Sedler Jennifer, Khaki I Sheevaun, Phillipi Carrie A, Dukhovny Dmitry, DeVane Kenneth, Gievers Ladawna
Department of Pediatrics, Stanford University, Palo Alto, Calif.
Department of Pediatrics, Oregon Health and Science University, Portland, Ore.
Pediatr Qual Saf. 2020 Sep 25;5(5):e347. doi: 10.1097/pq9.0000000000000347. eCollection 2020 Sep-Oct.
Factors affecting exclusive breastfeeding rates are complex. Evaluations for early-onset sepsis can negatively impact breastfeeding success. We sought to determine whether implementing an algorithm utilizing the sepsis risk score (SRS) in chorioamnionitis-exposed newborns would increase exclusive breastfeeding rates. We collaborated with healthcare systems experts to analyze and understand our outcomes.
We describe a retrospective cohort study of chorioamnionitis-exposed newborns 35 weeks and older gestation in the Mother-Baby Unit at our institution following a quality improvement project that implemented an SRS algorithm. We compared exclusive breastfeeding rates over 2 time periods, 33 months before and 15 months after SRS algorithm implementation. We completed bivariate comparisons using chi-square and Mann-Whitney U tests to understand the factors contributing to exclusive breastfeeding rates. In a secondary analysis, breastfeeding rates and demographic patterns were examined using p-charts.

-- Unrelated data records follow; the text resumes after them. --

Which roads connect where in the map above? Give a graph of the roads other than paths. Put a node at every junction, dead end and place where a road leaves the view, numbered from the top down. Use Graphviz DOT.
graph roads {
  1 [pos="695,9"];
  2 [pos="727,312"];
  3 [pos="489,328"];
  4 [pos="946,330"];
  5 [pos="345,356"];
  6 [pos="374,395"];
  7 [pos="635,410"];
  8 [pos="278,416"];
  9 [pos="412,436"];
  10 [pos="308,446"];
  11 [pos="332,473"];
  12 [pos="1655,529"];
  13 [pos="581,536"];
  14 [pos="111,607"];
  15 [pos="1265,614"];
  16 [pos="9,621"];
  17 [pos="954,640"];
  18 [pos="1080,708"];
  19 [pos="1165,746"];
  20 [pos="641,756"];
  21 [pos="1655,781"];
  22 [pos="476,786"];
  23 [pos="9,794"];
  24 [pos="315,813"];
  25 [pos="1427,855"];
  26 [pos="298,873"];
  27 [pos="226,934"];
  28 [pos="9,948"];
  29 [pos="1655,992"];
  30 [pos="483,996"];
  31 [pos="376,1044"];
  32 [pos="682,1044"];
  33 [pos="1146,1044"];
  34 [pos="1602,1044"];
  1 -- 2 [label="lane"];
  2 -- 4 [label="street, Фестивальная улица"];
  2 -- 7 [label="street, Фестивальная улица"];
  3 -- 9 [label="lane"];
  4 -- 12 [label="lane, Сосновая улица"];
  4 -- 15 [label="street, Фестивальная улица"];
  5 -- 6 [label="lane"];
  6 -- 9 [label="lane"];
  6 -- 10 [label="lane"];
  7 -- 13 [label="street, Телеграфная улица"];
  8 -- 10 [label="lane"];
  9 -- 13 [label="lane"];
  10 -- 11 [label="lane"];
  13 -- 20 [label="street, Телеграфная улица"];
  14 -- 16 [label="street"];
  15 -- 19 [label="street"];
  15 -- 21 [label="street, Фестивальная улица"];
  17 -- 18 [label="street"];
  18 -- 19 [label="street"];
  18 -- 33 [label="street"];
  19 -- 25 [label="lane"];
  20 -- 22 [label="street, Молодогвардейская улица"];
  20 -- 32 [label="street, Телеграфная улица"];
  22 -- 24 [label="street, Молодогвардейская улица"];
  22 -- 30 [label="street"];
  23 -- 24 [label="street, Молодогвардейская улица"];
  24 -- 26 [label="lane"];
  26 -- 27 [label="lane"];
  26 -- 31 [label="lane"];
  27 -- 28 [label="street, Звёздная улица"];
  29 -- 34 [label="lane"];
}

Following algorithm implementation, exclusive breastfeeding rates increased from 49% to 58% ( = 0.10) in chorioamnionitis-exposed newborns. Factors associated with increased exclusive breastfeeding included Caucasian race, English as the primary language, private insurance, vaginal delivery, and positive group B status. In the secondary analysis, the proportion of non-Hispanic mothers increased from 63% to 80% during the study.
Despite SRS implementation, exclusive breastfeeding rates increased but not significantly, and certain sociodemographic factors remain associated with exclusive breastfeeding. Secondary analysis revealed an overall demographic shift affecting the dataset, highlighting the importance of thorough data analysis when evaluating a quality improvement project.

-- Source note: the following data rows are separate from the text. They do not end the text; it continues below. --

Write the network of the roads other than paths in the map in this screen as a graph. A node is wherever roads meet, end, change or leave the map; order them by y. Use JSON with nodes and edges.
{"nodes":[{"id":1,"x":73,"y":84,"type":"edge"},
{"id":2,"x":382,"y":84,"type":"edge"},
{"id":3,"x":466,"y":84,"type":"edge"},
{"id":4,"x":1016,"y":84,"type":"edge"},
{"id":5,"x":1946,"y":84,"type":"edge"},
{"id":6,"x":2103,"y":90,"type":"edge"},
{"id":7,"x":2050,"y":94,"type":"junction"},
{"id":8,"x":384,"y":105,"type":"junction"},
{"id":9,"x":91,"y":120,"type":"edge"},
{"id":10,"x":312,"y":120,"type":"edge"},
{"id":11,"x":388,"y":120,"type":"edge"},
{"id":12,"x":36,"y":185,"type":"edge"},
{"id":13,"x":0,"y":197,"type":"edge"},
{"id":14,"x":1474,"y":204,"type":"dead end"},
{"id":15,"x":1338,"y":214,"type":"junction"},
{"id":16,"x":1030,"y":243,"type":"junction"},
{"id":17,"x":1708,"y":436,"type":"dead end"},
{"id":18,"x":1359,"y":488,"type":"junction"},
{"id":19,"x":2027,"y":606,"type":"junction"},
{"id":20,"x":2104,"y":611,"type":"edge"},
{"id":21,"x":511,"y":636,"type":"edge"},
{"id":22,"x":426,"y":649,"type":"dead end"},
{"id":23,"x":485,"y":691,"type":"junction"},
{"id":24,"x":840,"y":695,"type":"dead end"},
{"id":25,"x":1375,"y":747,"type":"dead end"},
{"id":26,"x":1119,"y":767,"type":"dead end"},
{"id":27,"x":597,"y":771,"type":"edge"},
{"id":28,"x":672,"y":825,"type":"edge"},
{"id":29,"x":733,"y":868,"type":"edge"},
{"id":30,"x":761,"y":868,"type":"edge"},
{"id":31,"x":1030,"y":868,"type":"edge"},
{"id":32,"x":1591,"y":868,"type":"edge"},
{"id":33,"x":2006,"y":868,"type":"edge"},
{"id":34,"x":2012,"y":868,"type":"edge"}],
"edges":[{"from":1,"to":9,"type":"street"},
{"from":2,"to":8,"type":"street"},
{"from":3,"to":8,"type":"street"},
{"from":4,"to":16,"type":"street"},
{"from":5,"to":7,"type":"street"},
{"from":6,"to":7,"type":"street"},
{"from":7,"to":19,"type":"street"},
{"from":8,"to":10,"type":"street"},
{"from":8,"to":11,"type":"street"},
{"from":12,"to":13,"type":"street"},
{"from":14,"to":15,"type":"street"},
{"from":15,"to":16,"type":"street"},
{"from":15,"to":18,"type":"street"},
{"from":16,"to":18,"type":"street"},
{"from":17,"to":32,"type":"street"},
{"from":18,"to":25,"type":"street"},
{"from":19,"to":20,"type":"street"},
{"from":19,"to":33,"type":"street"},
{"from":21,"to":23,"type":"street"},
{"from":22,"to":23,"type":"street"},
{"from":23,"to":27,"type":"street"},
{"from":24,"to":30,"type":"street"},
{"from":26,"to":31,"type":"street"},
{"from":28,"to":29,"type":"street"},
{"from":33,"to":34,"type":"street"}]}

影响纯母乳喂养率的因素很复杂。早发型败血症的评估可能会对母乳喂养的成功产生负面影响。我们试图确定在暴露于绒毛膜羊膜炎的新生儿中实施利用败血症风险评分(SRS)的算法是否会提高纯母乳喂养率。我们与医疗系统专家合作分析并理解我们的结果。
我们描述了一项回顾性队列研究,该研究针对我们机构母婴病房中孕周35周及以上且暴露于绒毛膜羊膜炎的新生儿,这是在实施SRS算法的质量改进项目之后进行的。我们比较了两个时间段的纯母乳喂养率,即SRS算法实施前33个月和实施后15个月。我们使用卡方检验和曼 - 惠特尼U检验完成双变量比较,以了解影响纯母乳喂养率的因素。在二次分析中,使用p图检查母乳喂养率和人口统计学模式。
实施算法后,暴露于绒毛膜羊膜炎的新生儿纯母乳喂养率从49%提高到了58%( = 0.10)。与纯母乳喂养率增加相关的因素包括白人种族、以英语为主要语言、私人保险、阴道分娩以及B族链球菌检测呈阳性。在二次分析中,研究期间非西班牙裔母亲的比例从63%增加到了80%。
尽管实施了SRS,但纯母乳喂养率有所提高但不显著,并且某些社会人口学因素仍然与纯母乳喂养相关。二次分析揭示了影响数据集的总体人口结构变化,突出了在评估质量改进项目时进行全面数据分析的重要性。